# New Research

2013/09/01

# 統計的情報量でデータを科学する

## 議員定数配分へのアプローチ

### Associate Professor Etsuo Kumagai

Data Science Research Group Members: Professor Yutaka Kano, Associate Professor Etsuo Kumagai, and Assistant Professor Kengo Kamatani. The following is an introduction by Associate Professor E. Kumagai.

Included here are sample mean and sample variance using data-based statistics. By considering these samples as random variables and investigating their distributions and interesting parameters, we are able to obtain certain properties.

We consider two important concepts in statistics, the Fisher information with respect to the parameters in a distribution and the Kullback-Leibler information with respect to the difference between two distributions. The latter is always greater than or equal to zero, and if the two distributions are equivalent, it becomes zero because it formulates the difference of two quasi-entropies with respect to the two distributions.

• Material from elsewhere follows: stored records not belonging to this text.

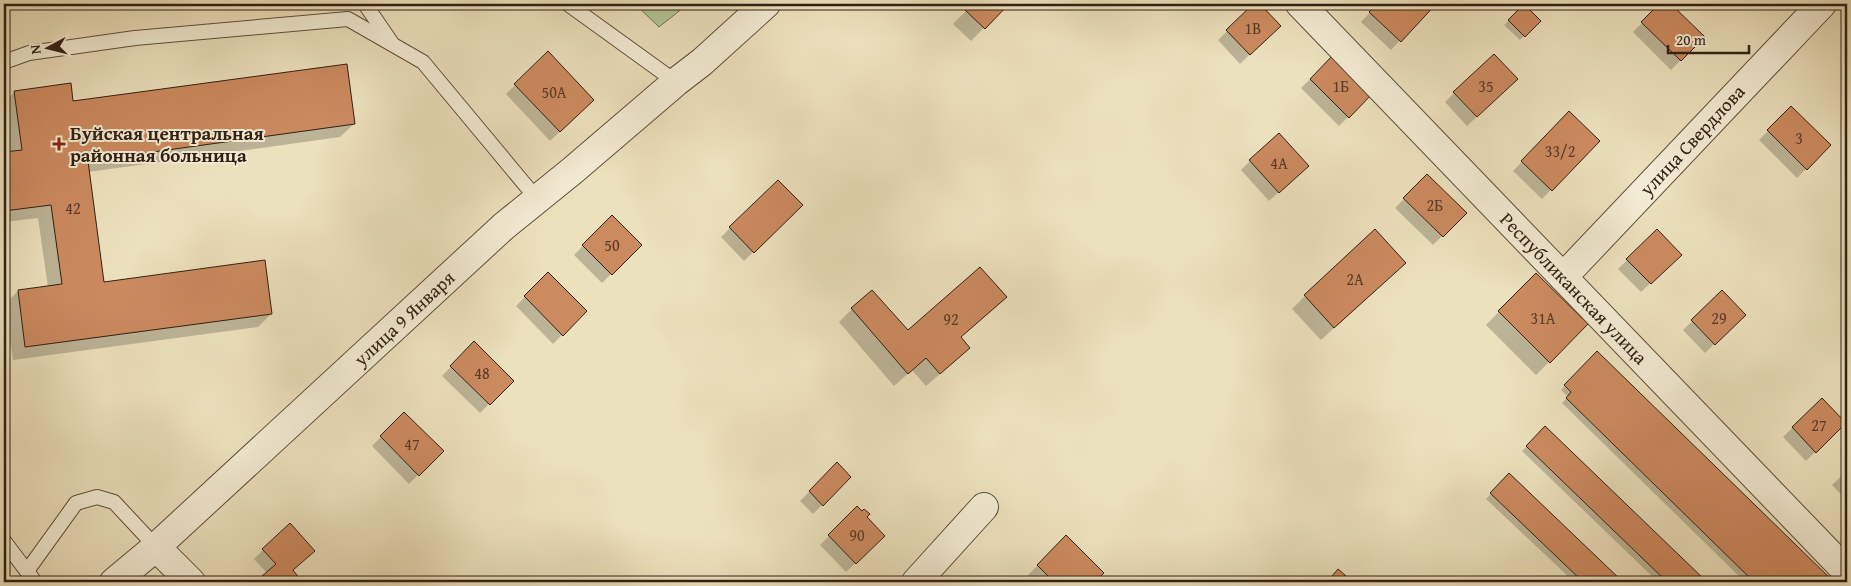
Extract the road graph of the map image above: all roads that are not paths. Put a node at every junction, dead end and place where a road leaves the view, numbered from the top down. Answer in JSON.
{"nodes":[{"id":1,"x":365,"y":4,"type":"edge"},
{"id":2,"x":568,"y":4,"type":"edge"},
{"id":3,"x":766,"y":4,"type":"edge"},
{"id":4,"x":1300,"y":4,"type":"edge"},
{"id":5,"x":1822,"y":4,"type":"edge"},
{"id":6,"x":392,"y":44,"type":"junction"},
{"id":7,"x":4,"y":62,"type":"edge"},
{"id":8,"x":676,"y":82,"type":"junction"},
{"id":9,"x":537,"y":199,"type":"junction"},
{"id":10,"x":1563,"y":277,"type":"junction"},
{"id":11,"x":984,"y":507,"type":"dead end"},
{"id":12,"x":4,"y":541,"type":"edge"},
{"id":13,"x":156,"y":547,"type":"junction"},
{"id":14,"x":27,"y":571,"type":"junction"},
{"id":15,"x":1847,"y":572,"type":"edge"},
{"id":16,"x":35,"y":582,"type":"edge"},
{"id":17,"x":114,"y":582,"type":"edge"},
{"id":18,"x":191,"y":582,"type":"edge"},
{"id":19,"x":916,"y":582,"type":"edge"}],
"edges":[{"from":1,"to":6,"type":"lane"},
{"from":2,"to":8,"type":"lane"},
{"from":3,"to":8,"type":"street","name":"улица 9 Января"},
{"from":4,"to":10,"type":"street","name":"Республиканская улица"},
{"from":5,"to":10,"type":"street","name":"улица Свердлова"},
{"from":6,"to":7,"type":"lane"},
{"from":6,"to":9,"type":"lane"},
{"from":8,"to":9,"type":"street","name":"улица 9 Января"},
{"from":9,"to":13,"type":"street","name":"улица 9 Января"},
{"from":10,"to":15,"type":"street","name":"Республиканская улица"},
{"from":11,"to":19,"type":"street"},
{"from":12,"to":14,"type":"lane"},
{"from":13,"to":14,"type":"lane"},
{"from":13,"to":17,"type":"street","name":"улица 9 Января"},
{"from":13,"to":18,"type":"street"},
{"from":14,"to":16,"type":"lane"}]}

The less biased the distribution is, the more the entropy increases, and the more biased the distribution is, the more the entropy decreases. For example, if a die almost always shows the number 1, its entropy becomes small, but if the die shows every number equivalently, the entropy becomes large.

Now, as an application of the statistical information, we consider the apportionment problem, which decreases to a disparity of one vote in an election.

In Japan, this problem relates to the equity in deciding an apportionment in small electoral districts for the House of Representatives and House of Councilors. In Renyi's information based on the Kullback-Leibler information, it is shown that the famous five divisor methods are all included. We arrive at a more equitable apportionment, one which more directly relates the distribution of the population to that of the apportionment.

Through application of such statistical studies, we work with our graduate students both theoretically and practically, for example, with comparison of downside measures, which include Value at Risk (VaR), performances of neural network (NN) and support vector machine (SVM) in the regression problem, and the decision problems of prior distributions in Bayes statistics.